Search  
Always will be ready notify the world about expectations as easy as possible: job change page
Articles
Jun 14

Advanced SQL queries you must know

Advanced SQL queries you must know
Source:
Views:
949

The Top 15 Advanced SQL commands for Data Analysis and Data Engineering.

SQL system query

Table of index

  1. Window functions
  2. Common Table Expressions (CTEs)
  3. Recursive queries
  4. Pivot tables
  5. Analytic functions
  6. Unpivot
  7. Conditional aggregation
  8. Date functions
  9. Merge statements
  10. Case statements
  11. String functions
  12. Grouping sets
  13. Cross joins
  14. Inline views
  15. Set operators

If you are into Data Analysis for a while now, you must be already aware of the basic commands such as SELECT, INSERT, UPDATE and DELETE etc, though they may be the most used it is also good to know the below queries for some deep diving into data.

1. Window functions

Window functions are used for calculations across a set of rows related to the current row. Let’s consider an example where we calculate the running total of sales using the SUM( ) function with the OVER( ) clause. Let us imagine we have a sales data table ‘Sales_Data’ that records the sales amounts on various dates. We want to calculate the running total of sales for each date, which means the total sales up to and including each date.

SELECT
    date, sales, SUM(sales) OVER (ORDER BY date) AS running_total
FROM
    sales_data;

This query provides a running total of sales over time, making it easy to track cumulative sales growth.

Output:

date       |sales |running_total
2023–01–01 | 100  | 100
2023–01–02 | 150  | 250
2023–01–03 | 200  | 450
2023–01–04 | 250  | 700

Window functions can be used for various tasks such as calculating running totals, moving averages, ranks, and more, without collapsing the result set into a single row per group.

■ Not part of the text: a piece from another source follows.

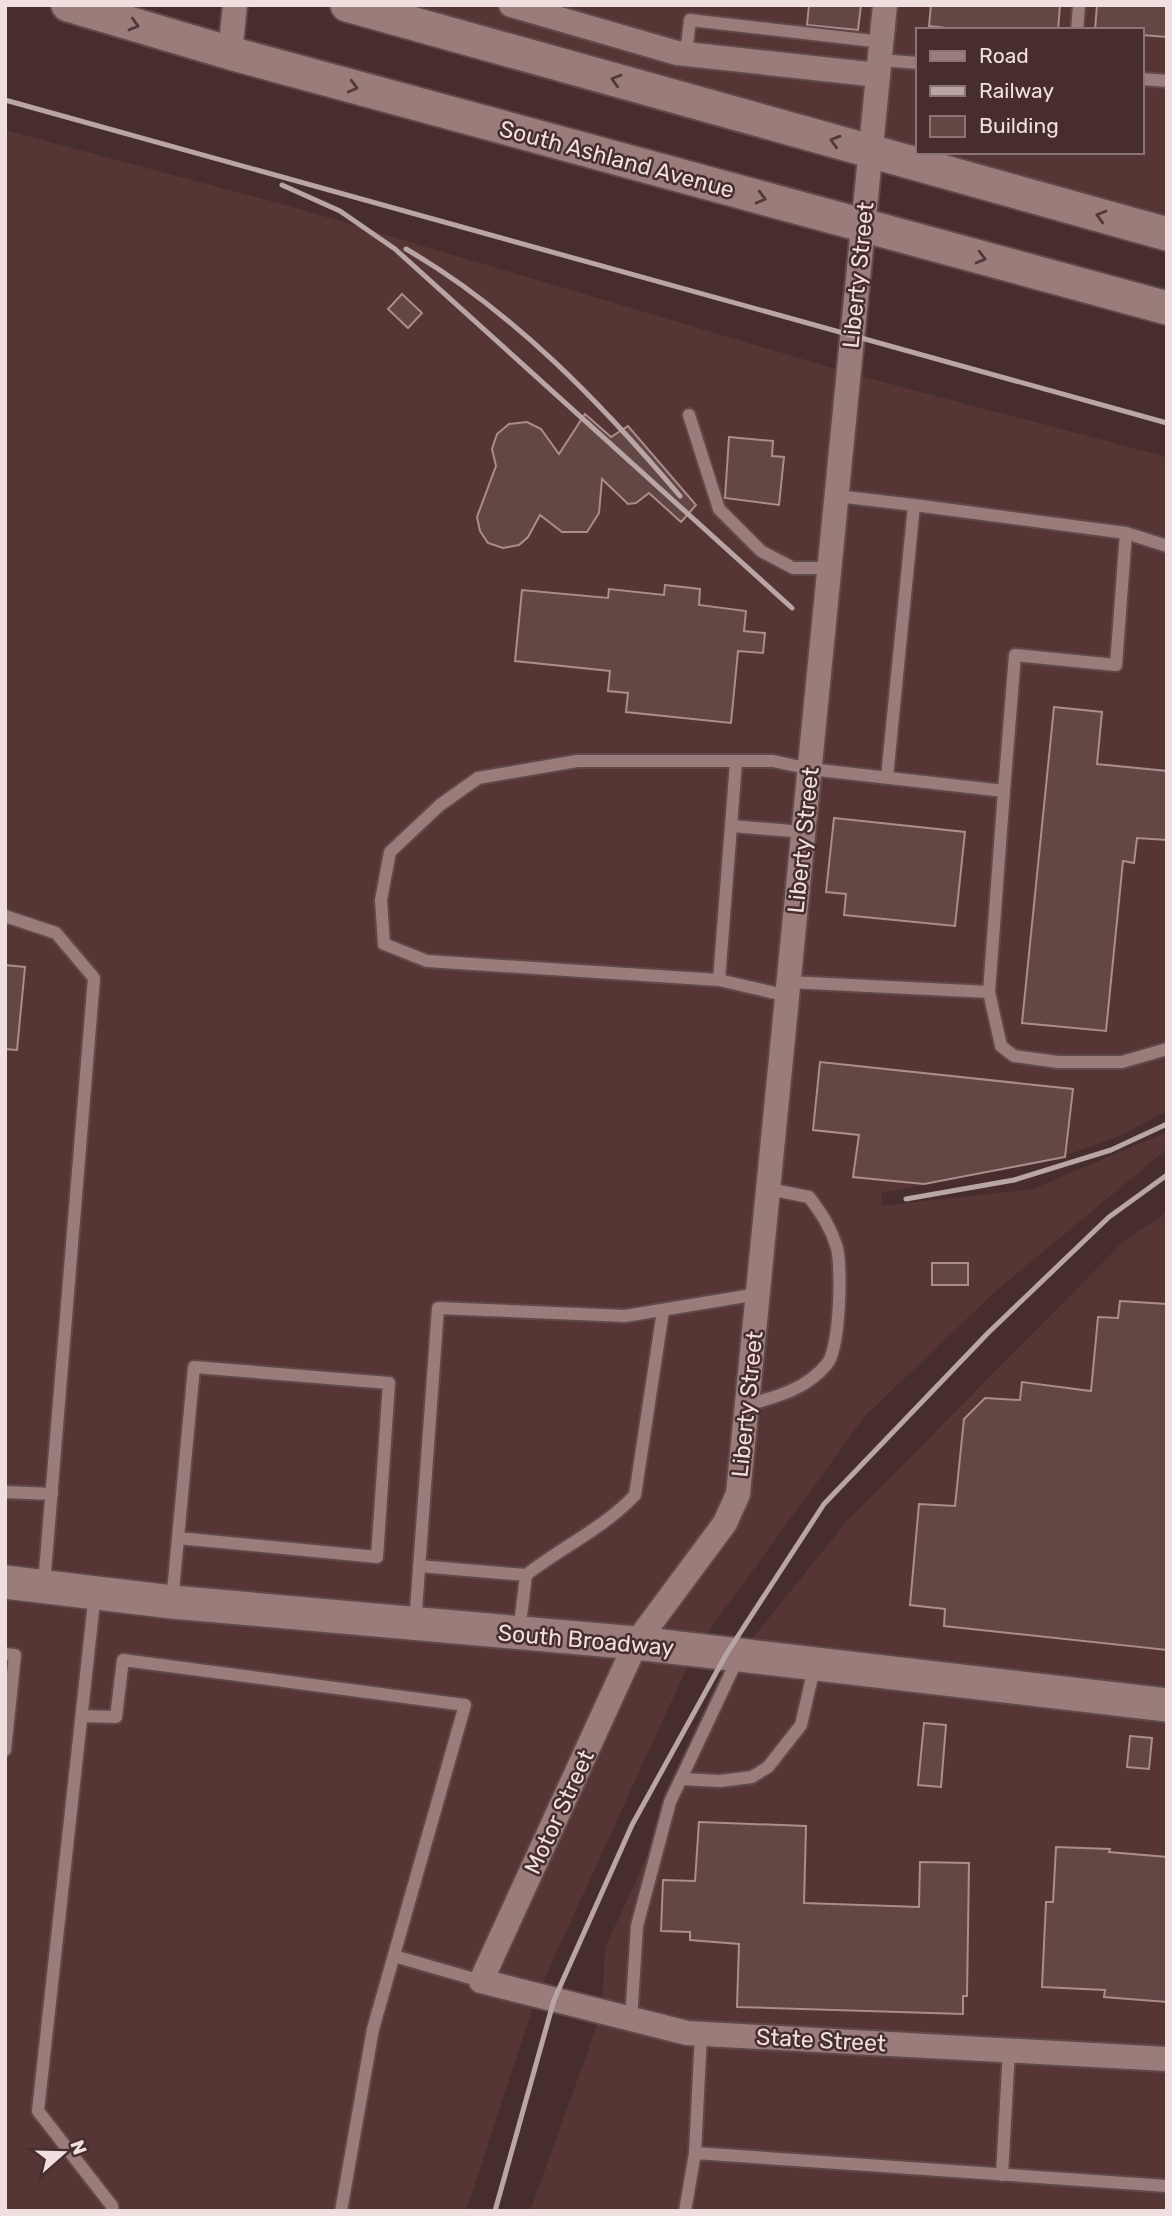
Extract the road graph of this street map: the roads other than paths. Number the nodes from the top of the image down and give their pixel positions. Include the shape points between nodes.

2. Common Table Expressions (CTEs)

CTEs give a way to create temporary result sets that can be referenced within a query. They improve readability and simplify complex queries. Here’s how we can use a CTE to calculate the total revenue for each product category.

WITH category_revenue AS
(
    SELECT category, SUM(revenue) AS total_revenue
    FROM sales
    GROUP BY category
)
SELECT * FROM category_revenue;

The query defines a CTE named ‘category_revenue’. It calculates the total revenue for each category by summing up the revenue from the sales table and grouping the results by the category column.The main query selects all columns from the ‘category_revenue’ CTE, effectively displaying the calculated total revenue for each category.

Output:

category | total_revenue
A        | 5000
B        | 7000
C        | 4500

3. Recursive queries

Recursive queries enable travel of hierarchical data structures like organisational charts or bill of materials. Suppose we have a table representing employee relationships, and we want to find all the subordinates of a given manager.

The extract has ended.